What you have to do -
Each line of data below must be printed exactly as written, with any pictures removed.
::::::::::
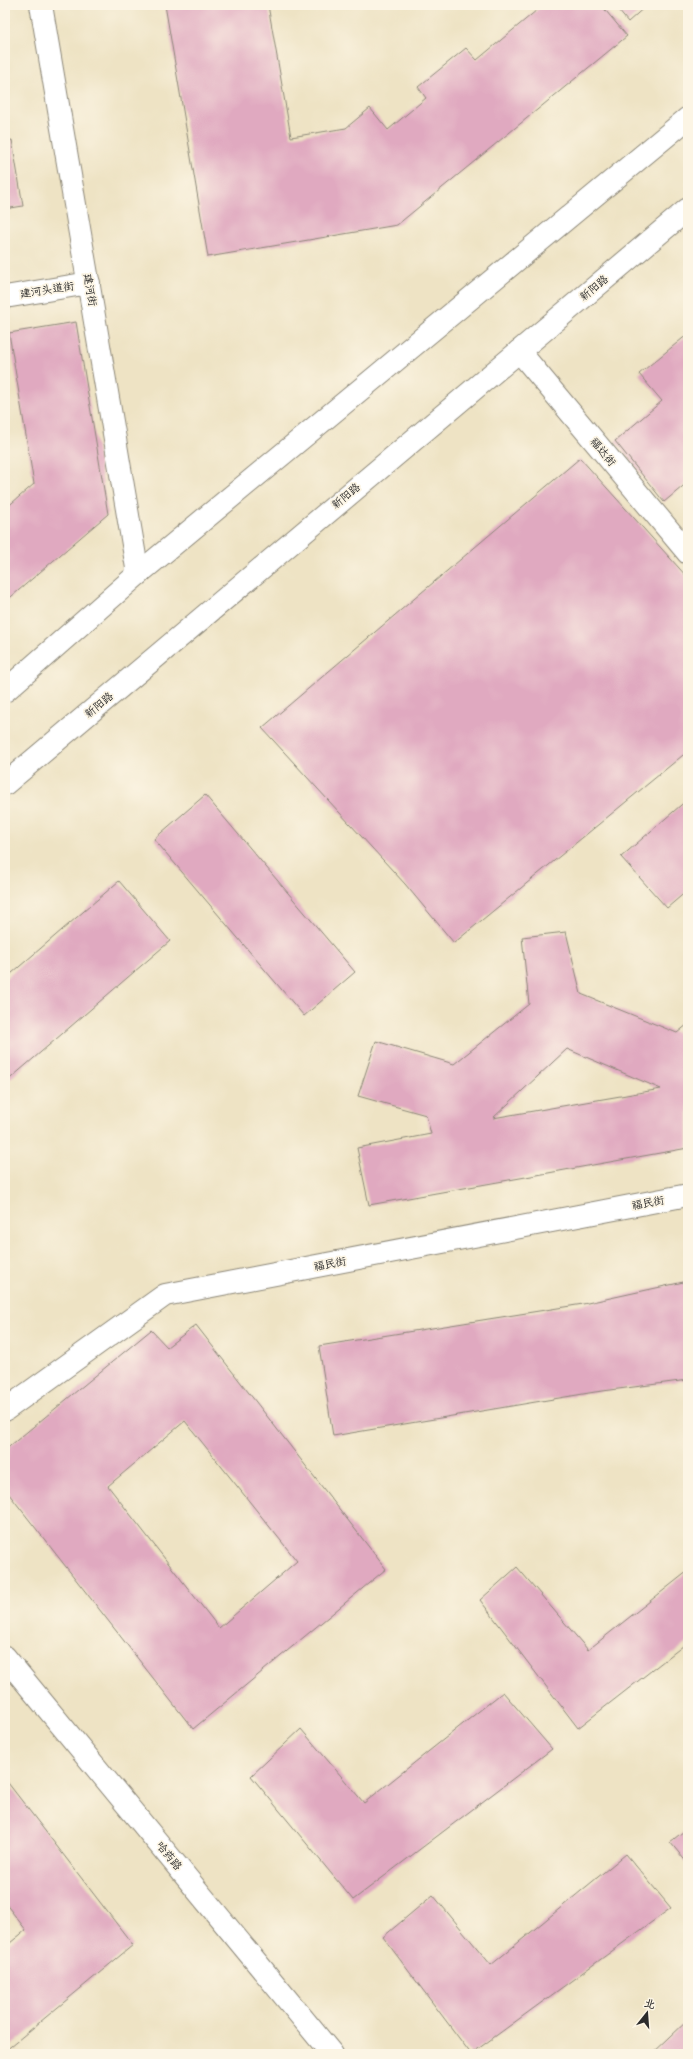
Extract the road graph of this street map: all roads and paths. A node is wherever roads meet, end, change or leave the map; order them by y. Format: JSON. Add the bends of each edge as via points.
{"nodes":[{"id":1,"x":41,"y":5,"type":"edge"},
{"id":2,"x":688,"y":118,"type":"edge"},
{"id":3,"x":688,"y":209,"type":"edge"},
{"id":4,"x":89,"y":283,"type":"junction"},
{"id":5,"x":5,"y":297,"type":"edge"},
{"id":6,"x":519,"y":351,"type":"junction"},
{"id":7,"x":688,"y":553,"type":"edge"},
{"id":8,"x":138,"y":574,"type":"junction"},
{"id":9,"x":5,"y":691,"type":"edge"},
{"id":10,"x":5,"y":784,"type":"edge"},
{"id":11,"x":688,"y":1195,"type":"edge"},
{"id":12,"x":5,"y":1410,"type":"edge"},
{"id":13,"x":5,"y":1657,"type":"edge"},
{"id":14,"x":332,"y":2054,"type":"edge"}],
"edges":[{"from":1,"to":4,"type":"main road","name":"建河街"},
{"from":2,"to":8,"type":"main road"},
{"from":3,"to":6,"type":"main road","name":"新阳路"},
{"from":4,"to":5,"type":"main road","name":"建河头道街"},
{"from":4,"to":8,"type":"main road","name":"建河街"},
{"from":6,"to":7,"type":"main road","name":"福达街"},
{"from":6,"to":10,"type":"main road","name":"新阳路"},
{"from":8,"to":9,"type":"main road"},
{"from":11,"to":12,"type":"main road","name":"福民街","via":[[165,1295]]},
{"from":13,"to":14,"type":"main road","name":"哈药路"}]}
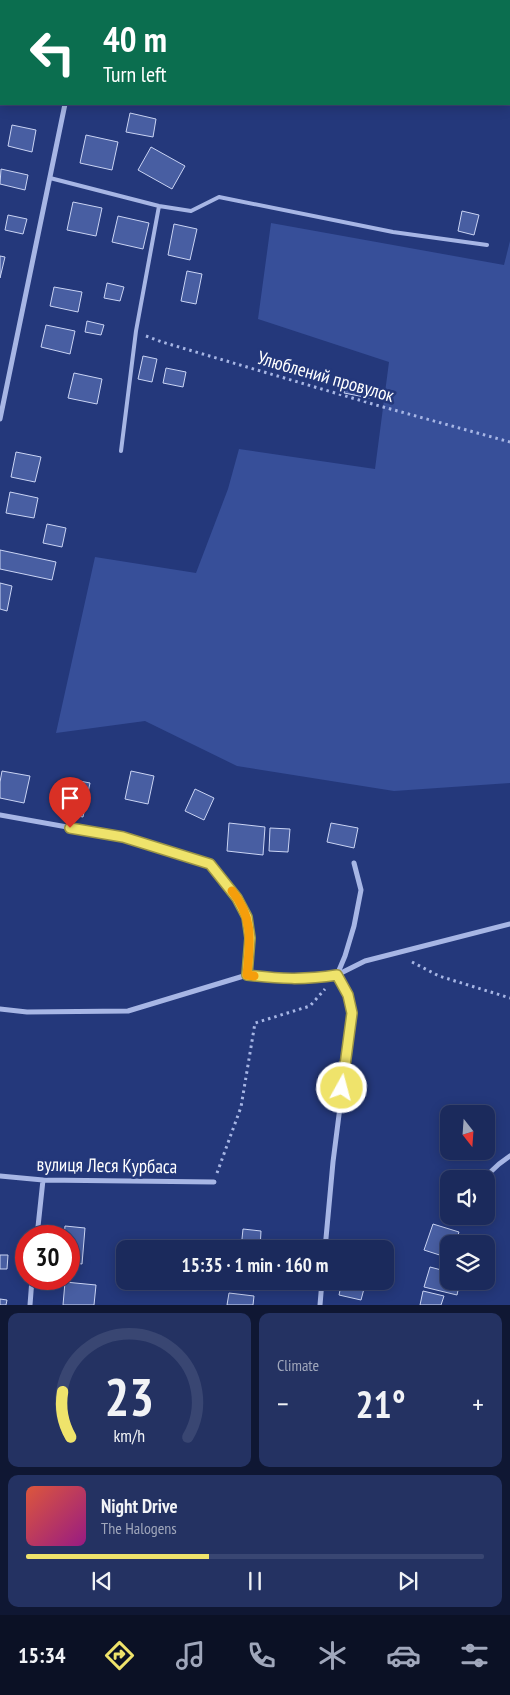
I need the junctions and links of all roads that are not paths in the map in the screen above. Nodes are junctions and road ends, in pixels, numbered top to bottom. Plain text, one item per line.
::::::::::
Solution -
Extract the road graph of this street map: all roads and paths. A node is wherever roads meet, end, change or leave the map; order them by y. Format: JSON. Add the bends of each edge as via points.
{"nodes":[{"id":1,"x":41,"y":5,"type":"edge"},
{"id":2,"x":688,"y":118,"type":"edge"},
{"id":3,"x":688,"y":209,"type":"edge"},
{"id":4,"x":89,"y":283,"type":"junction"},
{"id":5,"x":5,"y":297,"type":"edge"},
{"id":6,"x":519,"y":351,"type":"junction"},
{"id":7,"x":688,"y":553,"type":"edge"},
{"id":8,"x":138,"y":574,"type":"junction"},
{"id":9,"x":5,"y":691,"type":"edge"},
{"id":10,"x":5,"y":784,"type":"edge"},
{"id":11,"x":688,"y":1195,"type":"edge"},
{"id":12,"x":5,"y":1410,"type":"edge"},
{"id":13,"x":5,"y":1657,"type":"edge"},
{"id":14,"x":332,"y":2054,"type":"edge"}],
"edges":[{"from":1,"to":4,"type":"main road","name":"建河街"},
{"from":2,"to":8,"type":"main road"},
{"from":3,"to":6,"type":"main road","name":"新阳路"},
{"from":4,"to":5,"type":"main road","name":"建河头道街"},
{"from":4,"to":8,"type":"main road","name":"建河街"},
{"from":6,"to":7,"type":"main road","name":"福达街"},
{"from":6,"to":10,"type":"main road","name":"新阳路"},
{"from":8,"to":9,"type":"main road"},
{"from":11,"to":12,"type":"main road","name":"福民街","via":[[165,1295]]},
{"from":13,"to":14,"type":"main road","name":"哈药路"}]}
I need the junctions and links of all roads that are not paths in the map in the screen above. Nodes are junctions and road ends, in pixels, numbered top to bottom. Plain text, one item per line.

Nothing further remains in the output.